### [AIM OF THE EXERCISE]
Return all of the entries exactly, but do not include the pictures.

(Pictured people or hands with joints)
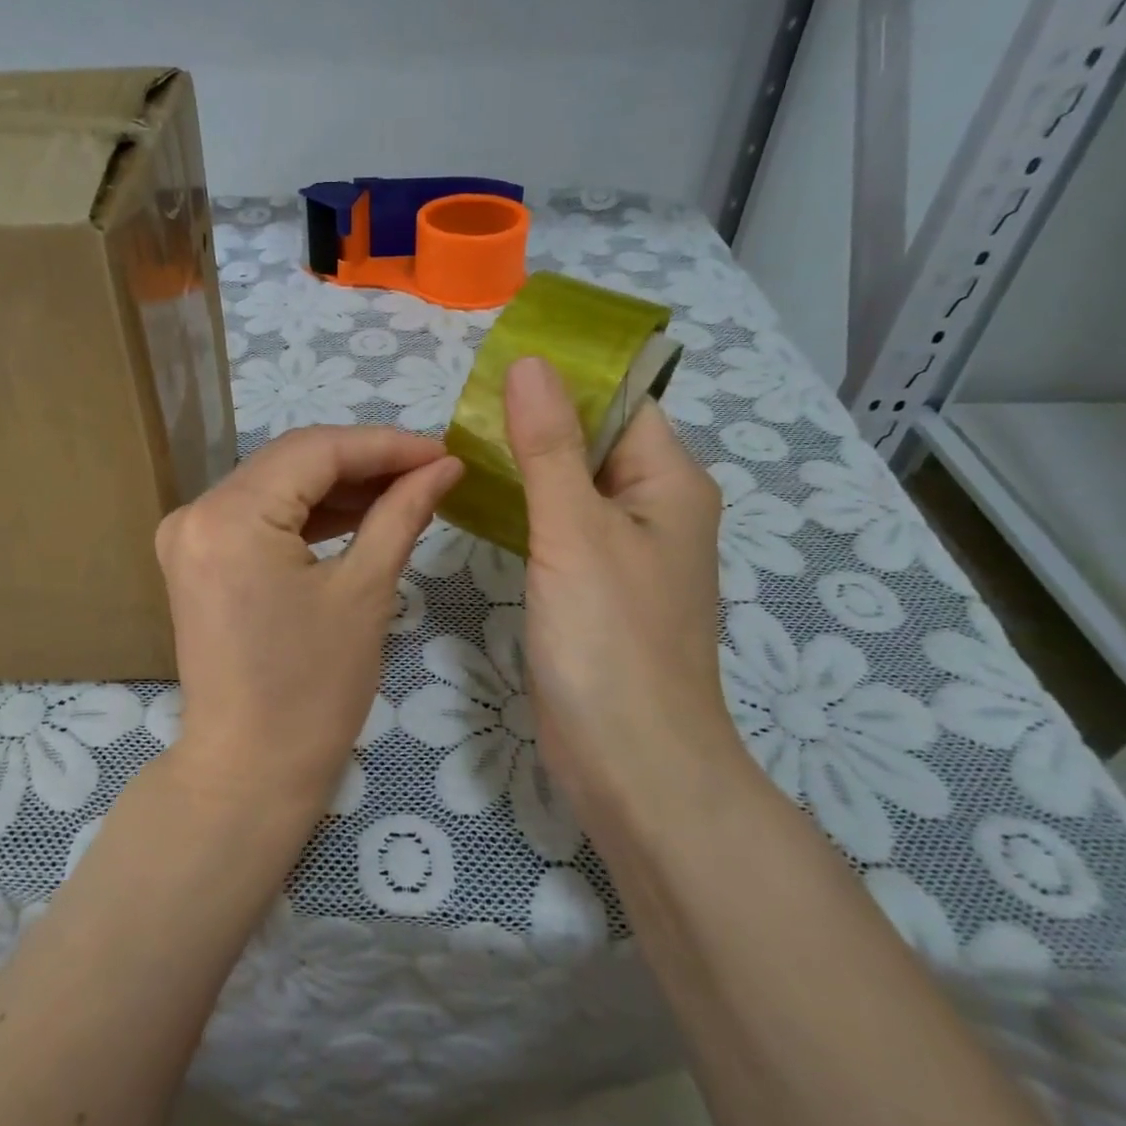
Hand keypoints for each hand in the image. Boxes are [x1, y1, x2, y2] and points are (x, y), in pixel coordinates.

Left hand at [155, 425, 462, 818]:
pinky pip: (259, 517)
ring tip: (405, 489)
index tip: (443, 450)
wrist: (249, 772)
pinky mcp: (197, 559)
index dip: (385, 444)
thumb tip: (444, 466)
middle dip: (364, 462)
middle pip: (292, 461)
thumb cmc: (313, 692)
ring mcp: (189, 535)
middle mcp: (197, 511)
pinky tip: (359, 513)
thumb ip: (401, 513)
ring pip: (277, 485)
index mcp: (230, 515)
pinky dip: (307, 514)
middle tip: (430, 469)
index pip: (316, 450)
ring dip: (338, 486)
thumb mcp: (365, 593)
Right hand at [503, 355, 746, 842]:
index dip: (563, 377)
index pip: (619, 401)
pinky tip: (479, 502)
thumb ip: (549, 445)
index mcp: (668, 482)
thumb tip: (528, 362)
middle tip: (458, 408)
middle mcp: (653, 509)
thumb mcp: (574, 531)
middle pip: (592, 440)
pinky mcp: (595, 588)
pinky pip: (560, 527)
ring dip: (525, 464)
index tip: (491, 366)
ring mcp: (623, 553)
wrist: (632, 763)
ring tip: (457, 444)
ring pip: (571, 486)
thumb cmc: (610, 640)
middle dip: (534, 419)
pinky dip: (525, 508)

### [YOUR RESPONSE]
Hand keypoints for each hand in the image. Boxes are [x1, y1, x2, y2] and points are (x, y), in pixel coordinates.

Left hand at [155, 425, 462, 818]:
pinky pip: (259, 517)
ring tip: (405, 489)
index tip: (443, 450)
wrist: (249, 772)
pinky mcp: (197, 559)
index dip: (385, 444)
thumb tip: (444, 466)
middle dip: (364, 462)
middle pip: (292, 461)
thumb cmc: (313, 692)
ring mcp: (189, 535)
middle mcp: (197, 511)
pinky tip: (359, 513)
thumb ip: (401, 513)
ring pip: (277, 485)
index mcp: (230, 515)
pinky dip: (307, 514)
middle tip: (430, 469)
index pip: (316, 450)
ring dip: (338, 486)
thumb mcp: (365, 593)
Right hand at [503, 355, 746, 842]:
index dip: (563, 377)
index pip: (619, 401)
pinky tip: (479, 502)
thumb ip: (549, 445)
index mcp: (668, 482)
thumb tip: (528, 362)
middle tip: (458, 408)
middle mcp: (653, 509)
thumb mcp: (574, 531)
middle pip: (592, 440)
pinky mcp: (595, 588)
pinky pip: (560, 527)
ring dip: (525, 464)
index tip: (491, 366)
ring mcp: (623, 553)
wrist: (632, 763)
ring tip: (457, 444)
ring pip: (571, 486)
thumb cmc: (610, 640)
middle dip: (534, 419)
pinky dip: (525, 508)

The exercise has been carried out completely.